### EXERCISE GOAL
In the records that follow, locate every line with "edge" and extract it.

☆ ☆ ☆ ☆ ☆ ☆ ☆

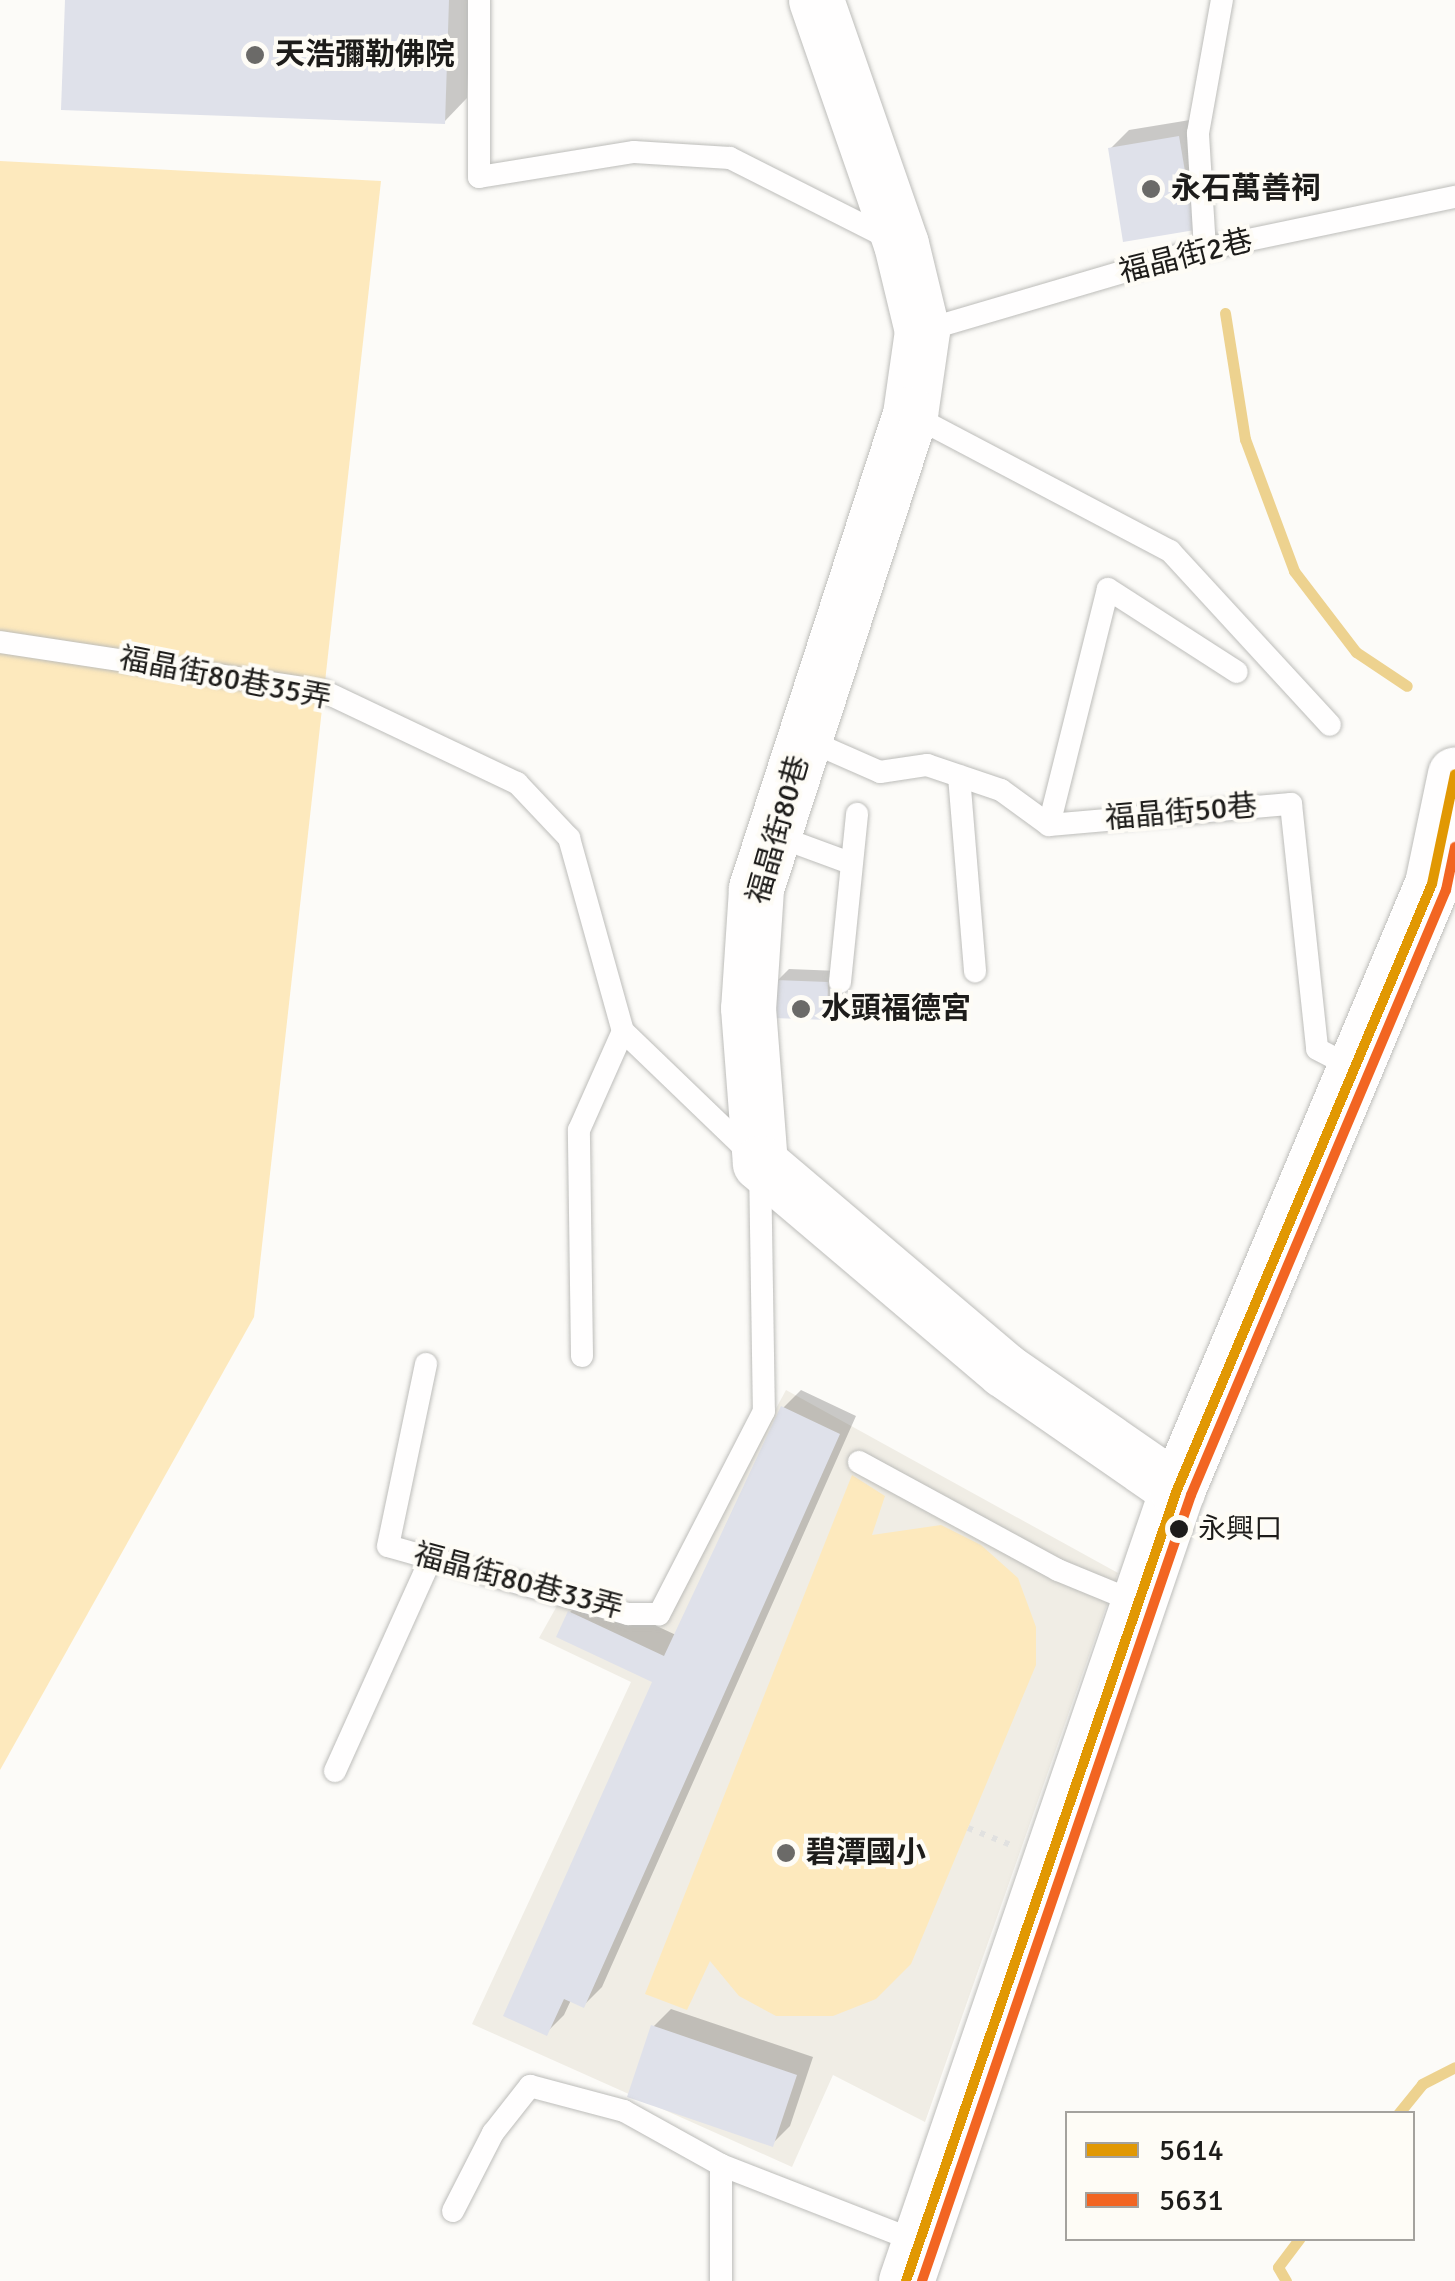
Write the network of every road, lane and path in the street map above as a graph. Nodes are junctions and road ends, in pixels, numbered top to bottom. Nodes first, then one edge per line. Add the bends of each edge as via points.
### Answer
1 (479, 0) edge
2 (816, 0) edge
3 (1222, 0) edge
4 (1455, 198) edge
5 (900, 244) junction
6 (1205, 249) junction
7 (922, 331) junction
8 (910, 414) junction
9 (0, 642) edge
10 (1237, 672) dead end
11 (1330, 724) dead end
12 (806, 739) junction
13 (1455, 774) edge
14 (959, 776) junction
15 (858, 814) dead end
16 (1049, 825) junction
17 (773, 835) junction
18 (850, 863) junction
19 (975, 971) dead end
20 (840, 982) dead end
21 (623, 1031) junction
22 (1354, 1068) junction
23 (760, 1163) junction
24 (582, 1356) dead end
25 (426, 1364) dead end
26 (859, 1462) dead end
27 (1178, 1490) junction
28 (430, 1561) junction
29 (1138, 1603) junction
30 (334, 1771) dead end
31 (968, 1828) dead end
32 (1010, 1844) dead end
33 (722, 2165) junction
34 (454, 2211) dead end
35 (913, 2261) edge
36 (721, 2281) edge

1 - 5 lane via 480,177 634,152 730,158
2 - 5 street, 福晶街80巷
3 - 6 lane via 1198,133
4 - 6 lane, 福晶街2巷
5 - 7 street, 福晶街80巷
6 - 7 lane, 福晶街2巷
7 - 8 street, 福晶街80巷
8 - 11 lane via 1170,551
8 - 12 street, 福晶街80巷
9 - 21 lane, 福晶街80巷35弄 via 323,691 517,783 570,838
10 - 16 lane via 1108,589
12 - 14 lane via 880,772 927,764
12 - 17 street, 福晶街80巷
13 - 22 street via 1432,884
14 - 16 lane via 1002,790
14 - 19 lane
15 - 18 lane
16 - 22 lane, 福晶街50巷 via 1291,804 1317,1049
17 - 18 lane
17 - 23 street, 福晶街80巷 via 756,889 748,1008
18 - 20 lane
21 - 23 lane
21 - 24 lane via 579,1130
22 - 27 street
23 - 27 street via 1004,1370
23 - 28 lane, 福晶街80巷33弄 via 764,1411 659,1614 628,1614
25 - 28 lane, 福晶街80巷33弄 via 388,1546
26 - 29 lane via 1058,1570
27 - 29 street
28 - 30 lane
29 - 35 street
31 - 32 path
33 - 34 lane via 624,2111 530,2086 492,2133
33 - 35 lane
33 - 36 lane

☆ ☆ ☆ ☆ ☆ ☆ ☆

### SOLUTION FOR THIS EXERCISE
Write the network of every road, lane and path in the street map above as a graph. Nodes are junctions and road ends, in pixels, numbered top to bottom. Nodes first, then one edge per line. Add the bends of each edge as via points.
1 (479, 0) edge
2 (816, 0) edge
3 (1222, 0) edge
4 (1455, 198) edge
9 (0, 642) edge
13 (1455, 774) edge
35 (913, 2261) edge
36 (721, 2281) edge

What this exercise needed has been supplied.